#### Problem to work on
Find how many lines in the entries below carry the word "الشمالي" and answer with only that figure.

+===+

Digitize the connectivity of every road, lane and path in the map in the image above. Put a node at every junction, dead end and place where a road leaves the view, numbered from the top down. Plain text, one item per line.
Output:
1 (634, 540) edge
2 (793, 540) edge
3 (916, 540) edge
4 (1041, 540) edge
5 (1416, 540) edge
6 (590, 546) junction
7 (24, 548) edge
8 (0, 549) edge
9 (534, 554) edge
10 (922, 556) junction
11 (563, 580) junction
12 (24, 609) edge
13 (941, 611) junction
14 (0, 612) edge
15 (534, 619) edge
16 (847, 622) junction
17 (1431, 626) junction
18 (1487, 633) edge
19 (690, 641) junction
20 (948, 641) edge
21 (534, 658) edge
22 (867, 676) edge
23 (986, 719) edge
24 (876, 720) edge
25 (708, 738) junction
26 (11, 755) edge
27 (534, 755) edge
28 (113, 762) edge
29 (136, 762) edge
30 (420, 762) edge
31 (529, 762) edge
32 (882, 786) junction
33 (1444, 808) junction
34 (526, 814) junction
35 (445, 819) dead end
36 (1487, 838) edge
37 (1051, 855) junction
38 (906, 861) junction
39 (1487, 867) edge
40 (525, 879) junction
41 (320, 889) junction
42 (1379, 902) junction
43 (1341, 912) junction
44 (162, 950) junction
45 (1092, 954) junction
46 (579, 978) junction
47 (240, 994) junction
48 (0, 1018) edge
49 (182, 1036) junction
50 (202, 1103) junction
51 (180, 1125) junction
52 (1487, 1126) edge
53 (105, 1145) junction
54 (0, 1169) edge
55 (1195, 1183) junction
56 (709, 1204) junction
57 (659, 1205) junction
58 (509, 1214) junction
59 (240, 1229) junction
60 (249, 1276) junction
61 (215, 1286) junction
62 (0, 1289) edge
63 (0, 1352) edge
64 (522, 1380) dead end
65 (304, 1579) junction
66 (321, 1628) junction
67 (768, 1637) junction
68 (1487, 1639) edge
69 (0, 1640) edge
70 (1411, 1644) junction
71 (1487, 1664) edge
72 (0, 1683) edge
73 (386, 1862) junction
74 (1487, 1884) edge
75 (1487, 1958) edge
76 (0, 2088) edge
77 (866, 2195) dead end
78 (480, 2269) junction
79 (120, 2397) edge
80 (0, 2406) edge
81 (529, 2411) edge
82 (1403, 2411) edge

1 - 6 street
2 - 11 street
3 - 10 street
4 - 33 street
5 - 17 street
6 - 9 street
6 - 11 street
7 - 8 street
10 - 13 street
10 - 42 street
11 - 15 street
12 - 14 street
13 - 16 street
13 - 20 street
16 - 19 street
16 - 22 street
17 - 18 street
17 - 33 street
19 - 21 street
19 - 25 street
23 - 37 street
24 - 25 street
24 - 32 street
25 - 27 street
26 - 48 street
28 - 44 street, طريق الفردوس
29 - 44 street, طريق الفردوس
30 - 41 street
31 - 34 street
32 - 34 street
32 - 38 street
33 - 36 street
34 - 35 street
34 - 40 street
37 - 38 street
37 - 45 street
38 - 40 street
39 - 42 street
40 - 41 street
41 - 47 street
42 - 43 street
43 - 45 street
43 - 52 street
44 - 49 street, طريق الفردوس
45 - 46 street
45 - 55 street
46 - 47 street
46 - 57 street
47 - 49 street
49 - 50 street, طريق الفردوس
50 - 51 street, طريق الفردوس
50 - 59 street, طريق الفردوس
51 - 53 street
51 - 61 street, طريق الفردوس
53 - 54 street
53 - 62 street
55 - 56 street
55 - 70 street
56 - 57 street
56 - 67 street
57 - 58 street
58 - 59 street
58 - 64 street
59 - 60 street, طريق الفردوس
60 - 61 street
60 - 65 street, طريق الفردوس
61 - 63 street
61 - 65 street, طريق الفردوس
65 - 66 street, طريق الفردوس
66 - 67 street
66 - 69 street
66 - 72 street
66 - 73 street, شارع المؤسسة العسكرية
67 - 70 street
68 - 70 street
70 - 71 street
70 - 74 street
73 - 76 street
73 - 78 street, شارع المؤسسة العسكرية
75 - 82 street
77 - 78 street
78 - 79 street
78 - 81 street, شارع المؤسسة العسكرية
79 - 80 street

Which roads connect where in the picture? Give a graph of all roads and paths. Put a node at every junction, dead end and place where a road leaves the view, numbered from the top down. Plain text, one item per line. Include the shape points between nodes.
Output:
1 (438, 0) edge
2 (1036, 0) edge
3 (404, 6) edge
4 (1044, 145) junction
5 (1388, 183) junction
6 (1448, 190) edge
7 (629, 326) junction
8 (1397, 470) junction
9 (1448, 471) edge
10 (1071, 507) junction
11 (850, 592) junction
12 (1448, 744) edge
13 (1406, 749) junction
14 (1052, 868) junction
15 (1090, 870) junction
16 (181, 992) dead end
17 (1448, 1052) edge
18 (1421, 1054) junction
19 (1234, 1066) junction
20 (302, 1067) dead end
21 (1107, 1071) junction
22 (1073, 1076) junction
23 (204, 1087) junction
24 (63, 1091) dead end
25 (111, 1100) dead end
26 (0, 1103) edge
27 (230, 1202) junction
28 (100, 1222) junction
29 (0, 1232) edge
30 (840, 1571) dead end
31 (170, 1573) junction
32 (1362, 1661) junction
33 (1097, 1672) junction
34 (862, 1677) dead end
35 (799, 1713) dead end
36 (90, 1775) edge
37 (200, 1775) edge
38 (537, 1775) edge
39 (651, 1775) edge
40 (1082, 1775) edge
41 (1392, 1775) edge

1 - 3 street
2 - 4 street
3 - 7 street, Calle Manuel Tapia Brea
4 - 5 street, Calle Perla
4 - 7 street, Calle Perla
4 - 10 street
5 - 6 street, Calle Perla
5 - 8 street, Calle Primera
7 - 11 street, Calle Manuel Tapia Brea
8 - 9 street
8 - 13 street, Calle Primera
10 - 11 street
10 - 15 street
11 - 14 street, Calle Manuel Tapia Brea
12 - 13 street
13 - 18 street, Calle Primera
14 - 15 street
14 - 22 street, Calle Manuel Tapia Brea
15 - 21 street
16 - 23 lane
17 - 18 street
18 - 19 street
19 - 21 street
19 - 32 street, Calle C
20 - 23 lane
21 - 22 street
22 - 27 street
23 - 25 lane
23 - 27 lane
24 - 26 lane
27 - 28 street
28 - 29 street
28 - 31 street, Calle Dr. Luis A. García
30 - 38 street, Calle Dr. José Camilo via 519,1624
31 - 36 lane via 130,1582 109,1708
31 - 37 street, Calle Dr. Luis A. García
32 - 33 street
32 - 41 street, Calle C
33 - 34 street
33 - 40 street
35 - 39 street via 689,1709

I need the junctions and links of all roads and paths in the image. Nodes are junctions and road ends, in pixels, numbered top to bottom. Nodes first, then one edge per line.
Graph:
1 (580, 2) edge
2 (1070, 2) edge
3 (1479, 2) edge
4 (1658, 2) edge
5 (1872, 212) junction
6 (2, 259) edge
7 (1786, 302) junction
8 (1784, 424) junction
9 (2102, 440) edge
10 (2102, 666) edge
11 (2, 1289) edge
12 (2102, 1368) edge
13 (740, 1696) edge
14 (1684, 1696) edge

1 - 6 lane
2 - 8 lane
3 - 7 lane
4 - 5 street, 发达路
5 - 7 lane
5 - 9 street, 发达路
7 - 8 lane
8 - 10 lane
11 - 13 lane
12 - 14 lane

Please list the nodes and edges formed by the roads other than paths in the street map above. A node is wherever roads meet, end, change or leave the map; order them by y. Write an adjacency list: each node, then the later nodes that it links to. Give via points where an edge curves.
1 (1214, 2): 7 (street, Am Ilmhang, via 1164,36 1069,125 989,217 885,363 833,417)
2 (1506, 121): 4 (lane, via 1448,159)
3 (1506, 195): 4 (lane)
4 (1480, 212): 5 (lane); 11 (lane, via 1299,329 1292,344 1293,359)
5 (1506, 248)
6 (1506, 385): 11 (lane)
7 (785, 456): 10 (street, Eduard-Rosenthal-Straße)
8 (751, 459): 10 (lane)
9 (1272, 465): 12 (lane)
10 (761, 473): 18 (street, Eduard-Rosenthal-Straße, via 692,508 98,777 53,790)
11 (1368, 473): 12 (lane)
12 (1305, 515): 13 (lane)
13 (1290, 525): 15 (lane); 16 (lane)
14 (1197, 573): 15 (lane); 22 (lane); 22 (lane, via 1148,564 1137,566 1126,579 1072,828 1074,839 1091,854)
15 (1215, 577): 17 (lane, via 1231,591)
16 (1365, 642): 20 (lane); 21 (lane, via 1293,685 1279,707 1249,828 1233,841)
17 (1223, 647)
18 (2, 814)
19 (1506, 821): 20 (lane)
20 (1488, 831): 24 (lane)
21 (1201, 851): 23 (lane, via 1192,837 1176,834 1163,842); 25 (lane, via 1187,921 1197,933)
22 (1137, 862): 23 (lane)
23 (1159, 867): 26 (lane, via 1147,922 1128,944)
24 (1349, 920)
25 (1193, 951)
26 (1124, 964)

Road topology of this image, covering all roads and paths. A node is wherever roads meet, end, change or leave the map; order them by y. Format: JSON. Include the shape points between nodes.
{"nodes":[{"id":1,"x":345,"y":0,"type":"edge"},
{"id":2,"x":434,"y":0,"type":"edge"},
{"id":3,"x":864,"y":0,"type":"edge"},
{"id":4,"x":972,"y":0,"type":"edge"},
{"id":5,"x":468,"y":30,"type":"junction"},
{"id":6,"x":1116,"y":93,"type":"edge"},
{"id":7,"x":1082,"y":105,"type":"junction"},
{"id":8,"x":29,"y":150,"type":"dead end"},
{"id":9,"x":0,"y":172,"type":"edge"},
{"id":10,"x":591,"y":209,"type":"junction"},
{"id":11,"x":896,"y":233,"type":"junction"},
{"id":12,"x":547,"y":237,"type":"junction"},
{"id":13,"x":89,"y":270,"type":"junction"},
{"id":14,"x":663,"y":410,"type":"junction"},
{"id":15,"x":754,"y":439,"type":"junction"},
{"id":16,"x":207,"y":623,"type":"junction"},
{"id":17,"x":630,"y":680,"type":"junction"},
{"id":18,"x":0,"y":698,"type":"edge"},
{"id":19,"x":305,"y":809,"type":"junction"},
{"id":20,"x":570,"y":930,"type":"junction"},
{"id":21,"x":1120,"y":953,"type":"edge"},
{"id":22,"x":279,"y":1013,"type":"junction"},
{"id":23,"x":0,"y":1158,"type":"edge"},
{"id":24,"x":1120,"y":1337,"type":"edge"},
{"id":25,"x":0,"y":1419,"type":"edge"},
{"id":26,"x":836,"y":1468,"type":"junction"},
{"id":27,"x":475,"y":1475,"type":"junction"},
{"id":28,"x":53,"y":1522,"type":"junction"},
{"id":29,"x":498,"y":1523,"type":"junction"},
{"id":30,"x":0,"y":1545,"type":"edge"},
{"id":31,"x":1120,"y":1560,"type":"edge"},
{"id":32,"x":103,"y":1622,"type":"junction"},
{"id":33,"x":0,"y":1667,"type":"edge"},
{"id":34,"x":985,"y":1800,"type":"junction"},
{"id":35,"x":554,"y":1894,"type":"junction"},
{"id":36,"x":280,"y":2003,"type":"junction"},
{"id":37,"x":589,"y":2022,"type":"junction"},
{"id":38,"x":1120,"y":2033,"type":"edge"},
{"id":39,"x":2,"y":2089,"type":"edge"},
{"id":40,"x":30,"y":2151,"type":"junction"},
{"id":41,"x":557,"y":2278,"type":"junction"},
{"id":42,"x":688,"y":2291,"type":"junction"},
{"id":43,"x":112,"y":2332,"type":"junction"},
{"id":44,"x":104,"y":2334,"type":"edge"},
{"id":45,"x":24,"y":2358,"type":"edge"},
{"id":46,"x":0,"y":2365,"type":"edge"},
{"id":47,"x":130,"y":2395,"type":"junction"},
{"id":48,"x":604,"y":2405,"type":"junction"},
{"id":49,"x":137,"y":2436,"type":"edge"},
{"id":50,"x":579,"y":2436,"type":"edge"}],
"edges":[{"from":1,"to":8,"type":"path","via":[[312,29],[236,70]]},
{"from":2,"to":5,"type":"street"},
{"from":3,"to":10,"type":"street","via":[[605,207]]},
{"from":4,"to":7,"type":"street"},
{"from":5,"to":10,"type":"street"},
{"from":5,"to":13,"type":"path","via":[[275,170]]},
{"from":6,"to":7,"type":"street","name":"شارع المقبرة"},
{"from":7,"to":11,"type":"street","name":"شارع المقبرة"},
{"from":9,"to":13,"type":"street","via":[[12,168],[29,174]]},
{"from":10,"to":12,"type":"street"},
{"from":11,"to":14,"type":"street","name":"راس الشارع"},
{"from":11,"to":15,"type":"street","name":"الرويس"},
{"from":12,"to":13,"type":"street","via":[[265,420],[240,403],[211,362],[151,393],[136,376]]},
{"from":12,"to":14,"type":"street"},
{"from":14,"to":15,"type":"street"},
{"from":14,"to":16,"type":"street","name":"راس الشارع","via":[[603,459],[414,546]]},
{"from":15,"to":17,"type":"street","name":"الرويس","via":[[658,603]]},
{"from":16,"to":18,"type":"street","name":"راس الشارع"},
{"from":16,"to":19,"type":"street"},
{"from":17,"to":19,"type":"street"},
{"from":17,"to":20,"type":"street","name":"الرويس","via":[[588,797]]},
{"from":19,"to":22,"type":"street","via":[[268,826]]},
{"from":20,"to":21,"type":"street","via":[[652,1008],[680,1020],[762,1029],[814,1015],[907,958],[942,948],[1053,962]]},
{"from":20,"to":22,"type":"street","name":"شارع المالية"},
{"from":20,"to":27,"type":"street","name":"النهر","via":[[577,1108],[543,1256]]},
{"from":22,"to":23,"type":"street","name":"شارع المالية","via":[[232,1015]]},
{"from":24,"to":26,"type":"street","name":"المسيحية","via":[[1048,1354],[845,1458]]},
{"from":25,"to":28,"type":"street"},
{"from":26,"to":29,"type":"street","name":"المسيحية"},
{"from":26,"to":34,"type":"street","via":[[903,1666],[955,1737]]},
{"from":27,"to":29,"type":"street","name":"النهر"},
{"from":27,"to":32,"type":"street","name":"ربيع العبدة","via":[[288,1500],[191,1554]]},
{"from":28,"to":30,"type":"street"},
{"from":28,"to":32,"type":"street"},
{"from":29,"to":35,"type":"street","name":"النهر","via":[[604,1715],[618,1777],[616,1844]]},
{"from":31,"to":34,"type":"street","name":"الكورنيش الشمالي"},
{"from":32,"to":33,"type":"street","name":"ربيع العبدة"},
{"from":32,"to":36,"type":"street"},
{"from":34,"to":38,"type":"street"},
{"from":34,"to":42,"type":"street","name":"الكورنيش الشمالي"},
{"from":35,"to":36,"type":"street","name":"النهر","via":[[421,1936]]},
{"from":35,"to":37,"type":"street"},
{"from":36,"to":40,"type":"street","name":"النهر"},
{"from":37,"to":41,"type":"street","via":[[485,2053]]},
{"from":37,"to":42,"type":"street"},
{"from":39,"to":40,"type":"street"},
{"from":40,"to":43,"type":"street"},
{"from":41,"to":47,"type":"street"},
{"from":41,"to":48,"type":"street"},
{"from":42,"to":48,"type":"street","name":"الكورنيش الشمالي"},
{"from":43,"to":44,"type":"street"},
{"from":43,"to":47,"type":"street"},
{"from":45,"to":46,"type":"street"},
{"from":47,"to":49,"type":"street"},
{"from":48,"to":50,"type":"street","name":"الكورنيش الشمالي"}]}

+===+

#### Solution to this exercise
4